The product of cardinals

Question

Let $\gamma_i$ be infinite cardinal numbers for $i=1,2,3$ such that $\gamma_i<\gamma_3$ for $i=1,2$.

Is it true that $\gamma_1.\gamma_2<\gamma_3$?

Answer 1

This is not true. For example let $\gamma_1=2,\gamma_2=3,\gamma_3=4$, then $\gamma_1\times \gamma_2>\gamma_3$.

Without loss of generality we assume $\gamma_1<\gamma_2$. I think what you want to show is for infinite cardinals, $\gamma_i\times \gamma_i=\gamma_i$. Then you have $\gamma_1\times \gamma_2=\gamma_2<\gamma_3$. But to show $\gamma_i\times \gamma_i=\gamma_i$, if $\gamma_i>\mathbb{N}$ may be tricky in general, even though it can be done for $\mathbb{N},c$ in a direct manner. The wikipage says it would be dependent on axiom of choice. I assume others at Math.SE will be more knowledgable on this matter, for I do not know how to show it even if given choice.

Answer 2

For finite cardinals this is certainly wrong. Consider $\gamma_1 = \gamma_2 = 2$ and $\gamma_3 = 3$.

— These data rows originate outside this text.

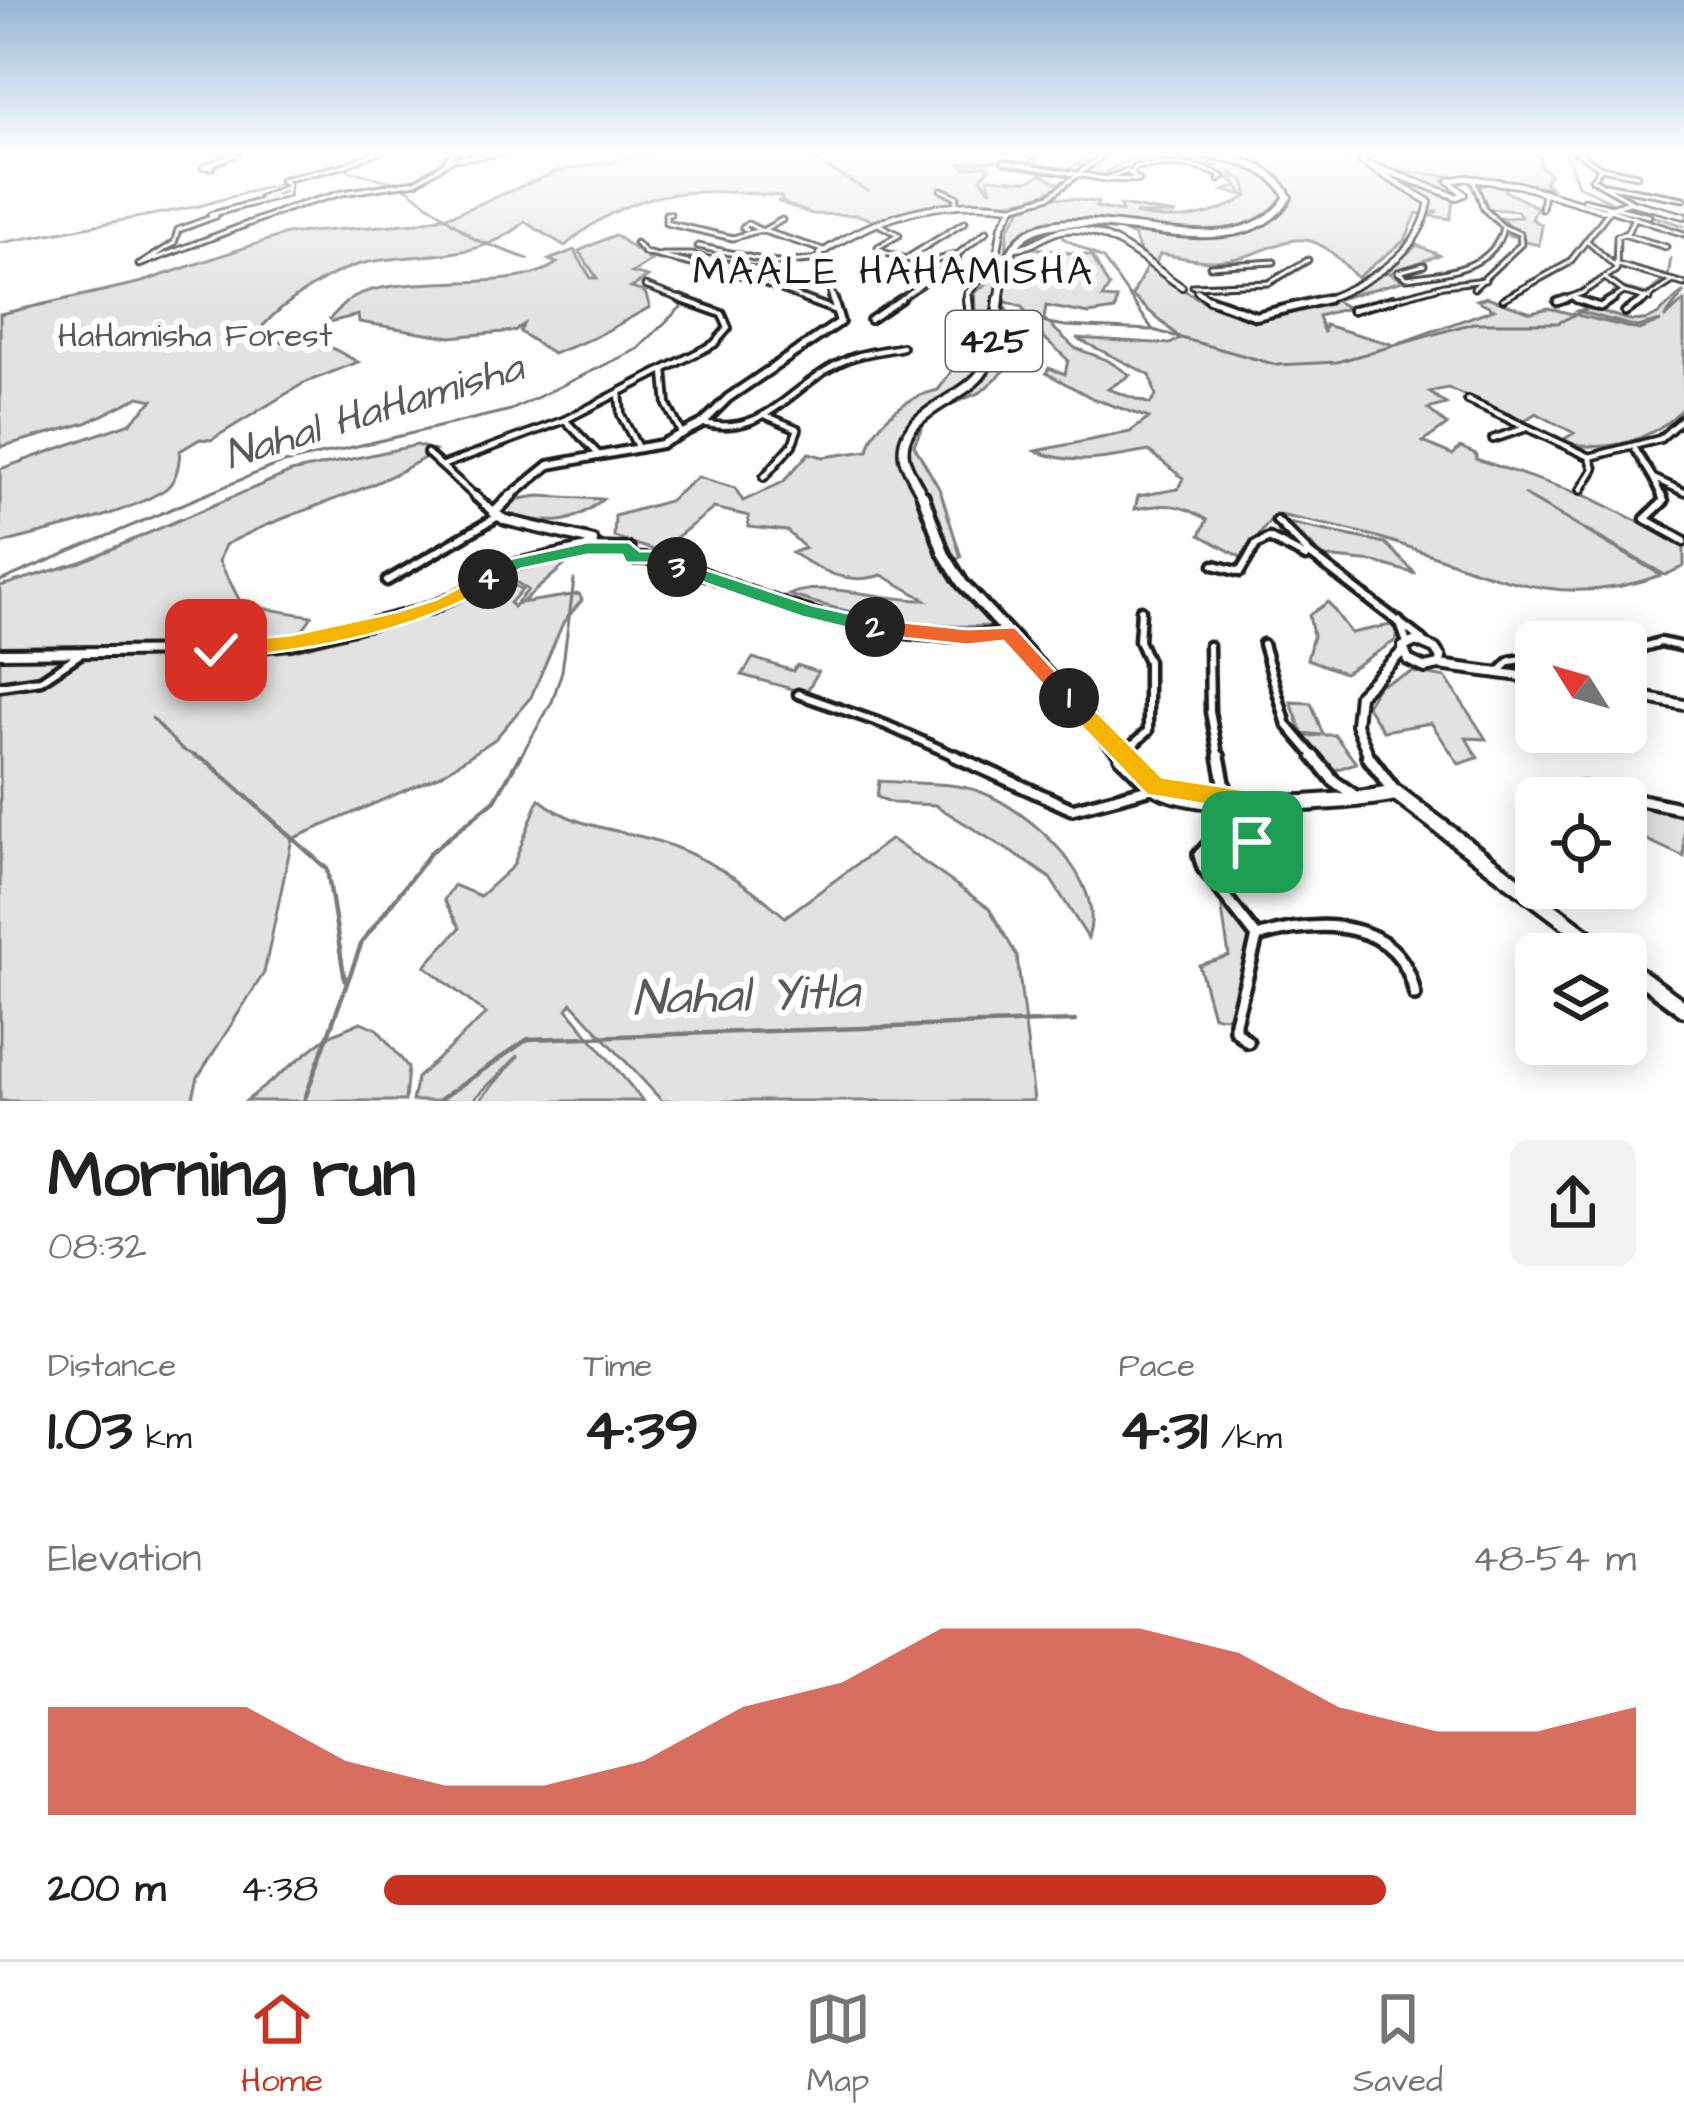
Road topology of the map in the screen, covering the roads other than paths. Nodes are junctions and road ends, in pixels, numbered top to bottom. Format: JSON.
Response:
{"nodes":[{"id":1,"x":255,"y":202,"type":"edge"},
{"id":2,"x":309,"y":202,"type":"edge"},
{"id":3,"x":954,"y":202,"type":"edge"},
{"id":4,"x":1028,"y":202,"type":"edge"},
{"id":5,"x":1285,"y":202,"type":"edge"},
{"id":6,"x":1429,"y":202,"type":"edge"},
{"id":7,"x":1481,"y":202,"type":"edge"},
{"id":8,"x":1543,"y":202,"type":"edge"},
{"id":9,"x":1588,"y":202,"type":"edge"},
{"id":10,"x":1592,"y":202,"type":"edge"},
{"id":11,"x":1632,"y":202,"type":"edge"},
{"id":12,"x":1634,"y":202,"type":"edge"},
{"id":13,"x":953,"y":206,"type":"junction"},
{"id":14,"x":1013,"y":207,"type":"junction"},
{"id":15,"x":1542,"y":209,"type":"dead end"},
{"id":16,"x":1613,"y":209,"type":"junction"},
{"id":17,"x":670,"y":214,"type":"dead end"},
{"id":18,"x":1649,"y":216,"type":"dead end"},
{"id":19,"x":1684,"y":216,"type":"edge"},
{"id":20,"x":1634,"y":218,"type":"junction"},
{"id":21,"x":782,"y":220,"type":"dead end"},
{"id":22,"x":965,"y":222,"type":"dead end"},
{"id":23,"x":880,"y":225,"type":"junction"},
{"id":24,"x":1504,"y":227,"type":"junction"},
{"id":25,"x":762,"y":231,"type":"junction"},
{"id":26,"x":987,"y":231,"type":"dead end"},
{"id":27,"x":1684,"y":234,"type":"edge"},
{"id":28,"x":1626,"y":235,"type":"junction"},
{"id":29,"x":1586,"y":240,"type":"junction"},
{"id":30,"x":636,"y":244,"type":"dead end"},
{"id":31,"x":698,"y":246,"type":"dead end"},
{"id":32,"x":1666,"y":247,"type":"dead end"},
{"id":33,"x":1014,"y":248,"type":"junction"},
{"id":34,"x":1617,"y":252,"type":"junction"},
{"id":35,"x":958,"y":254,"type":"junction"},
{"id":36,"x":652,"y":255,"type":"junction"},
{"id":37,"x":823,"y":255,"type":"junction"},
{"id":38,"x":1603,"y":256,"type":"junction"},
{"id":39,"x":904,"y":260,"type":"junction"},
{"id":40,"x":1308,"y":260,"type":"dead end"},
{"id":41,"x":1274,"y":262,"type":"dead end"},
{"id":42,"x":1424,"y":265,"type":"dead end"},
{"id":43,"x":1618,"y":267,"type":"junction"},
{"id":44,"x":766,"y":272,"type":"dead end"},
{"id":45,"x":1605,"y":278,"type":"junction"},
{"id":46,"x":1485,"y":280,"type":"junction"},
{"id":47,"x":1673,"y":281,"type":"junction"},
{"id":48,"x":1684,"y":284,"type":"edge"},
{"id":49,"x":645,"y":286,"type":"dead end"},
{"id":50,"x":1191,"y":288,"type":"junction"},
{"id":51,"x":1474,"y":288,"type":"dead end"},
{"id":52,"x":1236,"y":289,"type":"junction"},
{"id":53,"x":1624,"y":292,"type":"junction"},
{"id":54,"x":1503,"y":298,"type":"dead end"},
{"id":55,"x":1573,"y":298,"type":"junction"},
{"id":56,"x":1650,"y":299,"type":"junction"},
{"id":57,"x":1557,"y":302,"type":"dead end"},
{"id":58,"x":1352,"y":310,"type":"dead end"},
{"id":59,"x":840,"y":311,"type":"junction"},
{"id":60,"x":1625,"y":312,"type":"dead end"},
{"id":61,"x":870,"y":320,"type":"dead end"},
{"id":62,"x":994,"y":342,"type":"junction"},
{"id":63,"x":902,"y":347,"type":"dead end"},
{"id":64,"x":664,"y":370,"type":"junction"},
{"id":65,"x":619,"y":393,"type":"junction"},
{"id":66,"x":1468,"y":400,"type":"dead end"},
{"id":67,"x":766,"y":416,"type":"junction"},
{"id":68,"x":1684,"y":418,"type":"edge"},
{"id":69,"x":566,"y":419,"type":"junction"},
{"id":70,"x":703,"y":423,"type":"junction"},
{"id":71,"x":1526,"y":428,"type":"junction"},
{"id":72,"x":682,"y":434,"type":"junction"},
{"id":73,"x":1493,"y":440,"type":"dead end"},
{"id":74,"x":638,"y":448,"type":"junction"},
{"id":75,"x":1634,"y":448,"type":"junction"},
{"id":76,"x":427,"y":453,"type":"dead end"},
{"id":77,"x":598,"y":454,"type":"junction"},
{"id":78,"x":1590,"y":457,"type":"junction"},
{"id":79,"x":444,"y":465,"type":"junction"},
{"id":80,"x":764,"y":477,"type":"dead end"},
{"id":81,"x":1653,"y":478,"type":"junction"},
{"id":82,"x":1581,"y":490,"type":"dead end"},
{"id":83,"x":1684,"y":491,"type":"edge"},
{"id":84,"x":496,"y":515,"type":"junction"},
{"id":85,"x":1277,"y":521,"type":"dead end"},
{"id":86,"x":1684,"y":541,"type":"edge"},
{"id":87,"x":587,"y":548,"type":"junction"},
{"id":88,"x":1309,"y":557,"type":"junction"},
{"id":89,"x":1214,"y":565,"type":"dead end"},
{"id":90,"x":387,"y":581,"type":"dead end"},
{"id":91,"x":1141,"y":610,"type":"dead end"},
{"id":92,"x":1392,"y":615,"type":"junction"},
{"id":93,"x":1007,"y":632,"type":"junction"},
{"id":94,"x":1263,"y":644,"type":"dead end"},
{"id":95,"x":1209,"y":646,"type":"dead end"},
{"id":96,"x":1647,"y":646,"type":"edge"},
{"id":97,"x":1684,"y":646,"type":"edge"},
{"id":98,"x":1405,"y":647,"type":"junction"},
{"id":99,"x":1433,"y":649,"type":"junction"},
{"id":100,"x":0,"y":653,"type":"edge"},
{"id":101,"x":80,"y":654,"type":"junction"},
{"id":102,"x":1515,"y":660,"type":"edge"},
{"id":103,"x":1439,"y":665,"type":"junction"},
{"id":104,"x":1419,"y":666,"type":"junction"},
{"id":105,"x":1472,"y":667,"type":"junction"},
{"id":106,"x":1384,"y":670,"type":"junction"},
{"id":107,"x":1500,"y":671,"type":"junction"},
{"id":108,"x":1515,"y":674,"type":"edge"},
{"id":109,"x":0,"y":686,"type":"edge"},
{"id":110,"x":798,"y":694,"type":"dead end"},
{"id":111,"x":1647,"y":698,"type":"edge"},
{"id":112,"x":1684,"y":705,"type":"edge"},
{"id":113,"x":1122,"y":756,"type":"junction"},
{"id":114,"x":1374,"y":767,"type":"junction"},
{"id":115,"x":1155,"y":787,"type":"junction"},
{"id":116,"x":1396,"y":794,"type":"junction"},
{"id":117,"x":1227,"y":798,"type":"junction"},
{"id":118,"x":1244,"y":799,"type":"junction"},
{"id":119,"x":1361,"y":801,"type":"junction"},
{"id":120,"x":1647,"y":801,"type":"edge"},
{"id":121,"x":1684,"y":809,"type":"edge"},
{"id":122,"x":1582,"y":933,"type":"edge"},
{"id":123,"x":1257,"y":938,"type":"junction"},
{"id":124,"x":1647,"y":982,"type":"edge"},
{"id":125,"x":1414,"y":995,"type":"dead end"},
{"id":126,"x":1684,"y":1009,"type":"edge"},
{"id":127,"x":1248,"y":1042,"type":"dead end"}],
"edges":[{"from":1,"to":2,"type":"street"},
{"from":3,"to":13,"type":"street"},
{"from":4,"to":14,"type":"street"},
{"from":5,"to":33,"type":"main road"},
{"from":6,"to":50,"type":"main road"},
{"from":7,"to":24,"type":"street"},
{"from":8,"to":15,"type":"street"},
{"from":9,"to":16,"type":"main road"},
{"from":10,"to":16,"type":"street"},
{"from":11,"to":16,"type":"main road"},
{"from":12,"to":19,"type":"main road"},
{"from":13,"to":14,"type":"main road"},
{"from":13,"to":23,"type":"main road"},
{"from":14,"to":62,"type":"main road"},
{"from":16,"to":18,"type":"street"},
{"from":16,"to":20,"type":"street"},
{"from":16,"to":29,"type":"street"},
{"from":17,"to":25,"type":"street"},
{"from":20,"to":27,"type":"street"},
{"from":20,"to":28,"type":"street"},
{"from":21,"to":25,"type":"street"},
{"from":22,"to":39,"type":"street"},
{"from":23,"to":37,"type":"main road"},
{"from":23,"to":39,"type":"street"},
{"from":24,"to":42,"type":"street"},
{"from":24,"to":46,"type":"street"},
{"from":25,"to":37,"type":"street"},
{"from":26,"to":35,"type":"street"},
{"from":28,"to":32,"type":"street"},
{"from":28,"to":34,"type":"street"},
{"from":29,"to":38,"type":"street"},
{"from":29,"to":54,"type":"street"},
{"from":30,"to":36,"type":"street"},
{"from":31,"to":37,"type":"street"},
{"from":33,"to":50,"type":"main road"},
{"from":33,"to":62,"type":"main road","number":"425"},
{"from":34,"to":38,"type":"street"},
{"from":34,"to":43,"type":"street"},
{"from":35,"to":39,"type":"street"},
{"from":35,"to":61,"type":"street"},
{"from":36,"to":44,"type":"street"},
{"from":36,"to":59,"type":"street"},
{"from":37,"to":59,"type":"main road"},
{"from":38,"to":43,"type":"street"},
{"from":40,"to":52,"type":"street"},
{"from":41,"to":52,"type":"street"},
{"from":43,"to":45,"type":"street"},
{"from":43,"to":47,"type":"street"},
{"from":45,"to":53,"type":"street"},
{"from":45,"to":55,"type":"street"},
{"from":46,"to":51,"type":"street"},
{"from":46,"to":58,"type":"street"},
{"from":47,"to":48,"type":"street"},
{"from":47,"to":56,"type":"street"},
{"from":49,"to":64,"type":"street"},
{"from":50,"to":52,"type":"street"},
{"from":53,"to":55,"type":"street"},
{"from":53,"to":56,"type":"street"},
{"from":55,"to":57,"type":"street"},
{"from":56,"to":60,"type":"street"},
{"from":59,"to":70,"type":"main road"},
{"from":62,"to":93,"type":"main road","number":"425"},
{"from":63,"to":67,"type":"street"},
{"from":64,"to":65,"type":"street"},
{"from":64,"to":72,"type":"street"},
{"from":65,"to":69,"type":"street"},
{"from":65,"to":74,"type":"street"},
{"from":66,"to":71,"type":"street"},
{"from":67,"to":70,"type":"street"},
{"from":67,"to":80,"type":"street"},
{"from":68,"to":75,"type":"street"},
{"from":69,"to":77,"type":"street"},
{"from":69,"to":79,"type":"street"},
{"from":70,"to":72,"type":"main road"},
{"from":71,"to":73,"type":"street"},
{"from":71,"to":78,"type":"street"},
{"from":72,"to":74,"type":"main road"},
{"from":74,"to":77,"type":"main road"},
{"from":75,"to":78,"type":"street"},
{"from":75,"to":81,"type":"street"},
{"from":76,"to":79,"type":"street"},
{"from":77,"to":84,"type":"main road"},
{"from":78,"to":82,"type":"street"},
{"from":79,"to":84,"type":"street"},
{"from":81,"to":83,"type":"street"},
{"from":81,"to":86,"type":"street"},
{"from":84,"to":87,"type":"main road"},
{"from":84,"to":90,"type":"street"},
{"from":85,"to":88,"type":"street"},
{"from":87,"to":93,"type":"main road"},
{"from":87,"to":101,"type":"main road"},
{"from":88,"to":89,"type":"street"},
{"from":88,"to":92,"type":"street"},
{"from":91,"to":113,"type":"street"},
{"from":92,"to":98,"type":"street"},
{"from":92,"to":99,"type":"street"},
{"from":93,"to":113,"type":"main road","number":"425"},
{"from":94,"to":119,"type":"street"},
{"from":95,"to":117,"type":"street"},
{"from":96,"to":97,"type":"street"},
{"from":98,"to":99,"type":"main road"},
{"from":98,"to":104,"type":"main road"},
{"from":98,"to":106,"type":"main road"},
{"from":99,"to":103,"type":"main road"},
{"from":99,"to":105,"type":"main road"},
{"from":100,"to":101,"type":"main road"},
{"from":101,"to":109,"type":"street"},
{"from":102,"to":107,"type":"street"},
{"from":103,"to":104,"type":"main road"},
{"from":103,"to":105,"type":"main road"},
{"from":104,"to":106,"type":"main road"},
{"from":105,"to":107,"type":"main road"},
{"from":106,"to":114,"type":"main road"},
{"from":107,"to":108,"type":"main road"},
{"from":110,"to":115,"type":"street"},
{"from":111,"to":112,"type":"main road"},
{"from":113,"to":115,"type":"main road","number":"425"},
{"from":114,"to":116,"type":"main road"},
{"from":114,"to":119,"type":"main road"},
{"from":115,"to":117,"type":"main road"},
{"from":116,"to":119,"type":"main road"},
{"from":116,"to":122,"type":"main road"},
{"from":117,"to":118,"type":"main road"},
{"from":118,"to":119,"type":"main road"},
{"from":118,"to":123,"type":"street"},
{"from":120,"to":121,"type":"street"},
{"from":123,"to":125,"type":"street"},
{"from":123,"to":127,"type":"street"},
{"from":124,"to":126,"type":"main road"}]}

For infinite cardinals it turns out to be correct, because then a theorem of Hessenberg (cf. also Question about proof of Hessenberg: $\kappa \cdot \lambda = \lambda$ ) states $\kappa \cdot \kappa = \kappa$ so that (w.l.o.g. assume $\gamma_1 \leq \gamma_2$) $\gamma_1 \cdot \gamma_2 \leq \gamma_2 \cdot \gamma_2 = \gamma_2 < \gamma_3$.